C'est en mars qu'Amazon Web Services a dévoilé Bottlerocket, un système d'exploitation open source Linux qui est conçu spécialement pour faire fonctionner des conteneurs. Bottlerocket est basé sur une distribution Linux qui s'apparente à des projets tels que le projet Container Linux de CoreOS, aujourd'hui disparu, et le système d'exploitation optimisé pour les conteneurs de Google.« Aujourd'hui, Amazon Web Services (AWS) a annoncé la disponibilité générale de Bottlerocket, un nouveau système d'exploitation (OS) open source Linux qui est conçu spécialement pour faire fonctionner des conteneurs. Bottlerocket inclut uniquement le logiciel nécessaire à l'exécution des conteneurs et est fourni avec un mécanisme de mise à jour transactionnel. Ces propriétés permettent aux clients d'utiliser des orchestrateurs de conteneurs pour gérer les mises à jour du système d'exploitation avec un minimum de perturbations, ce qui permet d'améliorer la sécurité et de réduire les coûts d'exploitation des applications conteneurisées. Les images Bottlerocket fournies par AWS sont disponibles pour Amazon EKS (disponibilité générale) et Amazon ECS (version préliminaire). Bottlerocket est développé comme projet open source sur GitHub.

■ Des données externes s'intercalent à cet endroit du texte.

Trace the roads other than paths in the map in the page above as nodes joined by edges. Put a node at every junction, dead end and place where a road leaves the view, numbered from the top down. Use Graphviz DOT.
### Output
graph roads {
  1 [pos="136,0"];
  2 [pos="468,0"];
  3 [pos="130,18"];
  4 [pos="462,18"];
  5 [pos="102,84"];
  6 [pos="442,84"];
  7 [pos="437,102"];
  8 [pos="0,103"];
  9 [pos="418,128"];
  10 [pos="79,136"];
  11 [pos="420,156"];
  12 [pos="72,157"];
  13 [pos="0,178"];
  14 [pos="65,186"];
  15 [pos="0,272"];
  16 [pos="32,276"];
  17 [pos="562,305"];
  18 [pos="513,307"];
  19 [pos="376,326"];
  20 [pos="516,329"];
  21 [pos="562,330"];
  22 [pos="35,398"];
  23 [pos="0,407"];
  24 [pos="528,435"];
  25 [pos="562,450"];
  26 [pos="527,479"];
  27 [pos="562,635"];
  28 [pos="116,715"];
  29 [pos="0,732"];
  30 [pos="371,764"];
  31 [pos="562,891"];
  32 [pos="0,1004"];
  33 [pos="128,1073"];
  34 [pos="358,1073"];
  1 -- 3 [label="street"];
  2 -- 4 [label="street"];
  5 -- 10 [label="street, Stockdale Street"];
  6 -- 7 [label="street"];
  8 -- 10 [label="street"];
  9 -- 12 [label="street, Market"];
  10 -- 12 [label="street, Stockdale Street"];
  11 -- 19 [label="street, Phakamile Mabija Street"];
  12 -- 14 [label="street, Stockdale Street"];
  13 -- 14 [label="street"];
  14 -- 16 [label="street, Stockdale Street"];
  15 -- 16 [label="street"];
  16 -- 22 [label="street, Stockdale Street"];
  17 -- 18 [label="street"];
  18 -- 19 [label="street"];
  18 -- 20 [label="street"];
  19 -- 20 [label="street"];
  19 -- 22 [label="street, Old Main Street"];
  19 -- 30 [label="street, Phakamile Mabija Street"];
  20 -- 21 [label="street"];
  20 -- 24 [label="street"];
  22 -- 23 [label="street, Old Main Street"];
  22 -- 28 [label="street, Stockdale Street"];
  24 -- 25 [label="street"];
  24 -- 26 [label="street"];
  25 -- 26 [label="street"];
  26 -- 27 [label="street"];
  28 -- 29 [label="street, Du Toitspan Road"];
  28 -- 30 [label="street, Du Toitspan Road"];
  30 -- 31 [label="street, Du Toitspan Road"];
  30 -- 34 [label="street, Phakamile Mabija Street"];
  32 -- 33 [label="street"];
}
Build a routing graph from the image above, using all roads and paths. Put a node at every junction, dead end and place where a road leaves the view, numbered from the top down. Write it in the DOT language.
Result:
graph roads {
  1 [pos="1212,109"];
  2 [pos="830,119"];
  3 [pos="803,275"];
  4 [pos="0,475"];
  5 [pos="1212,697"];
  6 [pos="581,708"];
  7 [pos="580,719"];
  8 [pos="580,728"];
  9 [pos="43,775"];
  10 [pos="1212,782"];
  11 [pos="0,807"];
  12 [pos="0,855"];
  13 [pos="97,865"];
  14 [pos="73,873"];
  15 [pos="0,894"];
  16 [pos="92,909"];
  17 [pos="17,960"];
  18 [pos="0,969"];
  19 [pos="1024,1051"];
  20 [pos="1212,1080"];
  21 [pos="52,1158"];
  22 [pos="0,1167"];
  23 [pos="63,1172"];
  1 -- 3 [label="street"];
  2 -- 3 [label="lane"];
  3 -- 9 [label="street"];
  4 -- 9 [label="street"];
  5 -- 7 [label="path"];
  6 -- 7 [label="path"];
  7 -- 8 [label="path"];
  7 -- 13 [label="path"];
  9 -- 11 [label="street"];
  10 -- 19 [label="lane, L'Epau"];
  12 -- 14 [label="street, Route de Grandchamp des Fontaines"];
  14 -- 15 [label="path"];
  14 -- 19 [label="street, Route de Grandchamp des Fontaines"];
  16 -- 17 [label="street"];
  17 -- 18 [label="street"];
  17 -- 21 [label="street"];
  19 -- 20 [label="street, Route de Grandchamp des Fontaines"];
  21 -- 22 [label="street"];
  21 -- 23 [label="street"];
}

« Aujourd'hui, la plupart des conteneurs fonctionnent sur des systèmes d'exploitation polyvalents conçus pour prendre en charge des applications empaquetées dans différents formats. De tels systèmes d'exploitation incluent des centaines de packages, et ont besoin de mises à jour de sécurité et de maintenance fréquentes même si vous n'utilisez que quelques packages pour exécuter vos applications conteneurisées. Bottlerocket vise à renforcer la sécurité et à réduire l'exposition aux attaques en incluant uniquement le logiciel essentiel à l'hébergement des conteneurs. Bottlerocket est fourni avec Security-Enhanced Linux (SELinux) en mode application d'isolement supplémentaire et utilise la vérification de cibles (dm-verity) de Device Mapper, une fonctionnalité du noyau Linux qui permet d'éviter les attaques rootkit. Outre ces améliorations relatives à la sécurité, des mises à jour de Bottlerocket sont appliquées et restaurées de manière atomique afin de simplifier davantage la gestion des mises à jour.
« Les builds de Bottlerocket fournies par AWS sont couvertes dans les plans AWS Support. La première version majeure de Bottlerocket bénéficie de mises à jour de sécurité et de corrections de bugs pendant trois ans. De plus, de nombreux partenaires AWS offrent une prise en charge de leurs applications sur Bottlerocket, ce qui permet aux clients d'exécuter les applications partenaires courantes ».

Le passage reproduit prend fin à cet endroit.